The emergence of the Intelligent Internet of Things (IIoT) has brought data processing closer to data sources, especially for real-time processing of surveillance video and image analysis. Image captioning plays a crucial role in understanding images. However, the Transformer architecture, which has become prevalent in recent applications, has been observed to increase the computational resources required for image captioning models. Conventionally, most existing methods use the autoregressive paradigm, which reduces their computational efficiency on edge devices and results in significant inference delays. In this article, we use nonautoregressive paradigms to improve its inference speed and model efficiency. Nevertheless, the lack of effective inputs results in a performance gap between nonautoregressive and autoregressive models. To bridge this gap, we propose the learnable positional encoding and keyword guided nonautoregressive image captioning. First, a diffusion model guided by image features is employed to generate keywords that accurately reflect the image content, thereby infusing a substantial amount of semantic information into the nonautoregressive decoder.

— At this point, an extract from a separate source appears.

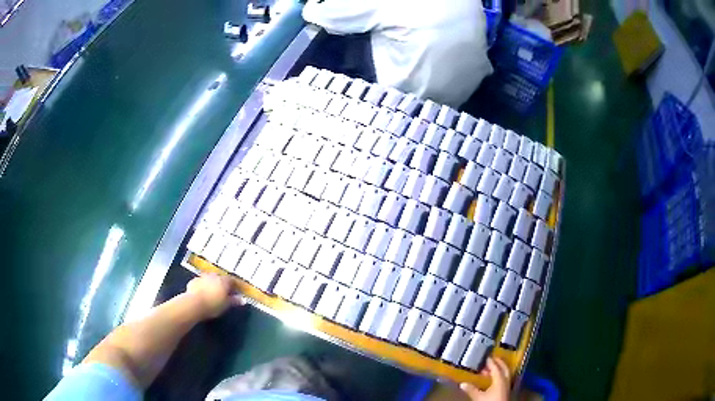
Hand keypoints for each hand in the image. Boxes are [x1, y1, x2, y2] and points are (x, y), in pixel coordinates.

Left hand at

Second, positional encoding is utilized to guide the decoder in generating appropriate words at the correct positions within the caption. Extensive experiments on widely used benchmarks demonstrate that our model achieves state-of-the-art performance in nonautoregressive image captioning. Furthermore, our model maintains a competitive inference speed.

查看原文本刊更多论文

基于导向关键字生成和可学习位置编码的物联网设备变压器非自回归图像字幕

智能物联网（IIoT）的出现使数据处理更接近数据源，特别是对监控视频和图像分析的实时处理。图像字幕在理解图像方面起着至关重要的作用。然而，在最近的应用程序中变得很流行的Transformer体系结构，已经被观察到增加了图像字幕模型所需的计算资源。传统上，大多数现有方法使用自回归范式，这降低了它们在边缘设备上的计算效率，并导致显著的推理延迟。在本文中，我们使用非自回归范式来提高其推理速度和模型效率。然而，缺乏有效的输入导致非自回归和自回归模型之间的性能差距。为了弥补这一差距，我们提出了可学习的位置编码和关键字引导的非自回归图像字幕。首先，利用图像特征引导的扩散模型生成准确反映图像内容的关键词，从而为非自回归解码器注入大量的语义信息。其次，使用位置编码来引导解码器在标题内的正确位置生成适当的单词。在广泛使用的基准测试上进行的大量实验表明，我们的模型在非自回归图像字幕中达到了最先进的性能。此外，我们的模型保持了具有竞争力的推理速度。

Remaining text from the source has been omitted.